Statistical Mode (Profiling)
In statistical mode (enabled with CONFIG_INSTRUMENTATION_MODE_STATISTICAL), the
subsystem accumulates timing statistics for each unique function executed between the trigger and
stopper points. This provides total execution time per function and helps identify performance
bottlenecks. The subsystem tracks up to
CONFIG_INSTRUMENTATION_MODE_STATISTICAL_MAX_NUM_FUNC unique functions.
$ ./scripts/instrumentation/zaru.py profile -n 10
9.45% 0000061d main
6.00% 0000049d k_msleep
5.98% 00000469 k_sleep
5.95% 0000aea1 z_impl_k_sleep
5.93% 0000ad6d z_tick_sleep
5.66% 00000431 k_sem_take
5.65% 00007e65 z_impl_k_sem_take
5.51% 0000ac29 z_pend_curr
2.83% 000063ed sys_clock_isr
2.67% 0000d361 sys_clock_announce
Configuration
Enable instrumentation with:
CONFIG_INSTRUMENTATION=y
CONFIG_INSTRUMENTATION_MODE_CALLGRAPH=y # For tracing
CONFIG_INSTRUMENTATION_MODE_STATISTICAL=y # For profiling
The instrumentation subsystem uses retained memory to persist trigger/stopper function addresses across reboots. This must be configured in the devicetree:
/ {
sram@2003FC00 {
compatible = "zephyr,memory-region", "mmio-sram";
reg = <0x2003FC00 DT_SIZE_K(1)>;
zephyr,memory-region = "RetainedMem";
retainedmem {
compatible = "zephyr,retained-ram";
status = "okay";
instrumentation_triggers: retention@0 {
compatible = "zephyr,retention";
status = "okay";
reg = <0x0 0x10>;
};
};
};
};
/* Adjust main SRAM to exclude retained region */
&sram0 {
reg = <0x20000000 DT_SIZE_K(255)>;
};
See the Instrumentation sample for complete configuration examples.
Additional options include buffer sizes, trigger functions, and function/file exclusion lists (see
Kconfig options starting with CONFIG_INSTRUMENTATION_*).
zaru.py Usage
The zaru.py command-line tool (located in scripts/instrumentation/zaru.py)
provides an interface for controlling instrumentation and extracting data from the target over UART.
The tool offers several commands:
status: Check if the target device supports callgraph (tracing) and statistical (profiling) modes.trace: Capture and display function call traces.profile: Capture and display function profiling data.reboot: Reboot the target device.
You can get help for each command by running zaru.py <command> --help.

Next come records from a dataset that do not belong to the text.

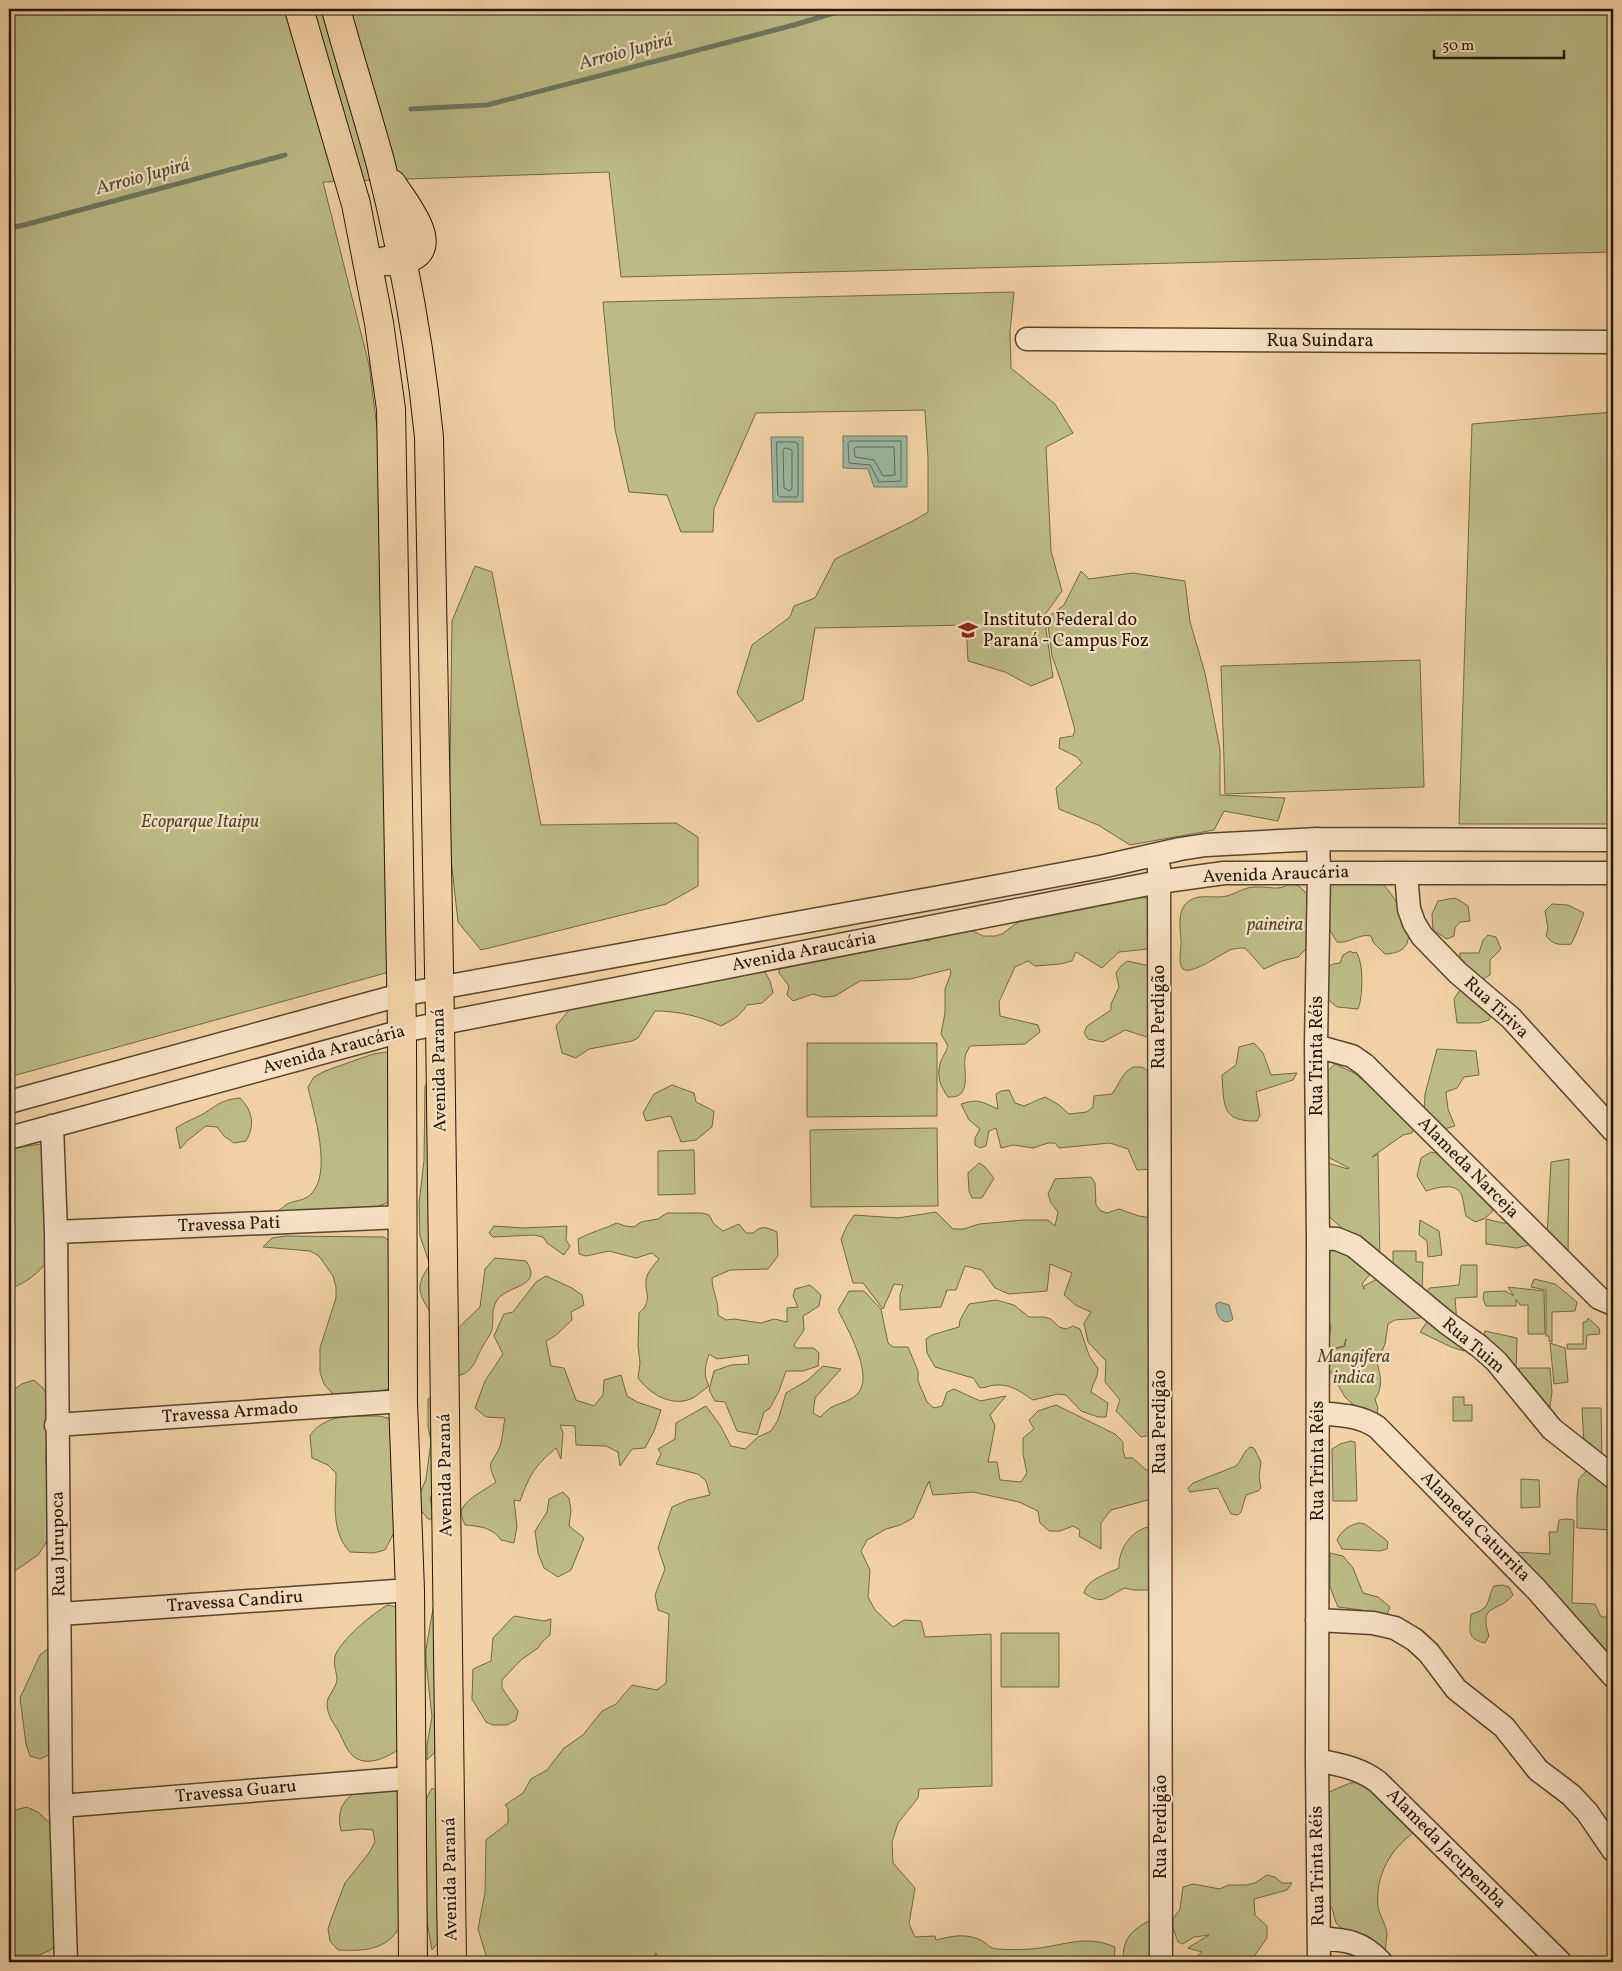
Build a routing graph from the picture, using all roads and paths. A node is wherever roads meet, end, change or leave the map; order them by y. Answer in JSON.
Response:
{"nodes":[{"id":1,"x":299,"y":9,"type":"edge"},
{"id":2,"x":336,"y":9,"type":"edge"},
{"id":3,"x":365,"y":248,"type":"junction"},
{"id":4,"x":402,"y":261,"type":"junction"},
{"id":5,"x":1027,"y":339,"type":"dead end"},
{"id":6,"x":1613,"y":342,"type":"edge"},
{"id":7,"x":1318,"y":839,"type":"junction"},
{"id":8,"x":1613,"y":840,"type":"edge"},
{"id":9,"x":1159,"y":854,"type":"junction"},
{"id":10,"x":1319,"y":872,"type":"junction"},
{"id":11,"x":1406,"y":873,"type":"junction"},
{"id":12,"x":1613,"y":873,"type":"edge"},
{"id":13,"x":1159,"y":882,"type":"junction"},
{"id":14,"x":438,"y":987,"type":"junction"},
{"id":15,"x":400,"y":995,"type":"junction"},
{"id":16,"x":440,"y":1023,"type":"junction"},
{"id":17,"x":402,"y":1031,"type":"junction"},
{"id":18,"x":1316,"y":1046,"type":"junction"},
{"id":19,"x":9,"y":1102,"type":"edge"},
{"id":20,"x":52,"y":1126,"type":"junction"},
{"id":21,"x":1613,"y":1130,"type":"edge"},
{"id":22,"x":9,"y":1138,"type":"edge"},
{"id":23,"x":402,"y":1217,"type":"junction"},
{"id":24,"x":56,"y":1232,"type":"junction"},
{"id":25,"x":1318,"y":1238,"type":"junction"},
{"id":26,"x":1613,"y":1304,"type":"edge"},
{"id":27,"x":404,"y":1401,"type":"junction"},
{"id":28,"x":1318,"y":1412,"type":"junction"},
{"id":29,"x":56,"y":1425,"type":"junction"},
{"id":30,"x":1613,"y":1477,"type":"edge"},
{"id":31,"x":410,"y":1590,"type":"junction"},
{"id":32,"x":60,"y":1614,"type":"junction"},
{"id":33,"x":1317,"y":1620,"type":"junction"},
{"id":34,"x":1613,"y":1676,"type":"edge"},
{"id":35,"x":1317,"y":1760,"type":"junction"},
{"id":36,"x":411,"y":1778,"type":"junction"},
{"id":37,"x":61,"y":1806,"type":"junction"},
{"id":38,"x":1613,"y":1850,"type":"edge"},
{"id":39,"x":1319,"y":1938,"type":"junction"},
{"id":40,"x":66,"y":1962,"type":"edge"},
{"id":41,"x":413,"y":1962,"type":"edge"},
{"id":42,"x":452,"y":1962,"type":"edge"},
{"id":43,"x":1161,"y":1962,"type":"edge"},
{"id":44,"x":1319,"y":1962,"type":"edge"},
{"id":45,"x":1381,"y":1962,"type":"edge"},
{"id":46,"x":1560,"y":1962,"type":"edge"}],
"edges":[{"from":1,"to":3,"type":"main road"},
{"from":2,"to":4,"type":"main road","name":"Avenida Paraná"},
{"from":3,"to":4,"type":"main road"},
{"from":3,"to":15,"type":"main road"},
{"from":4,"to":14,"type":"main road","name":"Avenida Paraná"},
{"from":5,"to":6,"type":"street","name":"Rua Suindara"},
{"from":7,"to":8,"type":"street","name":"Avenida Araucária"},
{"from":7,"to":9,"type":"street","name":"Avenida Araucária"},
{"from":7,"to":10,"type":"street","name":"Rua Trinta Réis"},
{"from":9,"to":13,"type":"street","name":"Rua Perdigão"},
{"from":9,"to":14,"type":"street","name":"Avenida Araucária"},
{"from":10,"to":11,"type":"street","name":"Avenida Araucária"},
{"from":10,"to":13,"type":"street","name":"Avenida Araucária"},
{"from":10,"to":18,"type":"street","name":"Rua Trinta Réis"},
{"from":11,"to":12,"type":"street","name":"Avenida Araucária"},
{"from":11,"to":21,"type":"street","name":"Rua Tiriva"},
{"from":13,"to":16,"type":"street","name":"Avenida Araucária"},
{"from":13,"to":43,"type":"street","name":"Rua Perdigão"},
{"from":14,"to":15,"type":"street","name":"Avenida Araucária"},
{"from":14,"to":16,"type":"main road","name":"Avenida Paraná"},
{"from":15,"to":17,"type":"main road"},
{"from":15,"to":19,"type":"street","name":"Avenida Araucária"},
{"from":16,"to":17,"type":"street","name":"Avenida Araucária"},
{"from":16,"to":42,"type":"main road","name":"Avenida Paraná"},
{"from":17,"to":20,"type":"street","name":"Avenida Araucária"},
{"from":17,"to":23,"type":"main road"},
{"from":18,"to":25,"type":"street","name":"Rua Trinta Réis"},
{"from":18,"to":26,"type":"street","name":"Alameda Narceja"},
{"from":20,"to":22,"type":"street","name":"Avenida Araucária"},
{"from":20,"to":24,"type":"street","name":"Rua Jurupoca"},
{"from":23,"to":24,"type":"street","name":"Travessa Pati"},
{"from":23,"to":27,"type":"main road"},
{"from":24,"to":29,"type":"street","name":"Rua Jurupoca"},
{"from":25,"to":28,"type":"street","name":"Rua Trinta Réis"},
{"from":25,"to":30,"type":"street","name":"Rua Tuim"},
{"from":27,"to":29,"type":"street","name":"Travessa Armado"},
{"from":27,"to":31,"type":"main road"},
{"from":28,"to":33,"type":"street","name":"Rua Trinta Réis"},
{"from":28,"to":34,"type":"street","name":"Alameda Caturrita"},
{"from":29,"to":32,"type":"street","name":"Rua Jurupoca"},
{"from":31,"to":32,"type":"street","name":"Travessa Candiru"},
{"from":31,"to":36,"type":"main road"},
{"from":32,"to":37,"type":"street","name":"Rua Jurupoca"},
{"from":33,"to":35,"type":"street","name":"Rua Trinta Réis"},
{"from":33,"to":38,"type":"street"},
{"from":35,"to":39,"type":"street","name":"Rua Trinta Réis"},
{"from":35,"to":46,"type":"street","name":"Alameda Jacupemba"},
{"from":36,"to":37,"type":"street","name":"Travessa Guaru"},
{"from":36,"to":41,"type":"main road"},
{"from":37,"to":40,"type":"street","name":"Rua Jurupoca"},
{"from":39,"to":44,"type":"street","name":"Rua Trinta Réis"},
{"from":39,"to":45,"type":"street"}]}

By default, zaru.py attempts to connect to the target device using /dev/ttyACM0. You can
specify a different serial port using the --serial option:
$ ./scripts/instrumentation/zaru.py --serial /dev/ttyACM1 status
The --build-dir option can be used to specify the Zephyr build directory, which is needed to
locate the ELF file for symbol resolution. If not provided, zaru.py will attempt to find it
automatically.
See the Instrumentation sample documentation for detailed usage instructions.
Limitations and Considerations
- Compiler support
The instrumentation subsystem requires GCC with
-finstrument-functionssupport. Other compilers are not supported.- Stack size requirements
Instrumentation adds overhead to every function call, which increases stack usage. You will likely need to increase thread stack sizes to accommodate the additional space required by instrumentation handlers and nested function calls.
- Execution overhead
All function calls incur instrumentation overhead. Code size will increase due to added instrumentation calls, and performance will be impacted.
- Initialization constraints
Code that runs before RAM initialization (e.g., early boot functions) is not captured as it runs before the instrumentation subsystem is initialized.
To reduce overhead, use trigger/stopper functions to instrument only code regions of interest, and
exclude performance-critical functions via
CONFIG_INSTRUMENTATION_EXCLUDE_FUNCTION_LIST and
CONFIG_INSTRUMENTATION_EXCLUDE_FILE_LIST.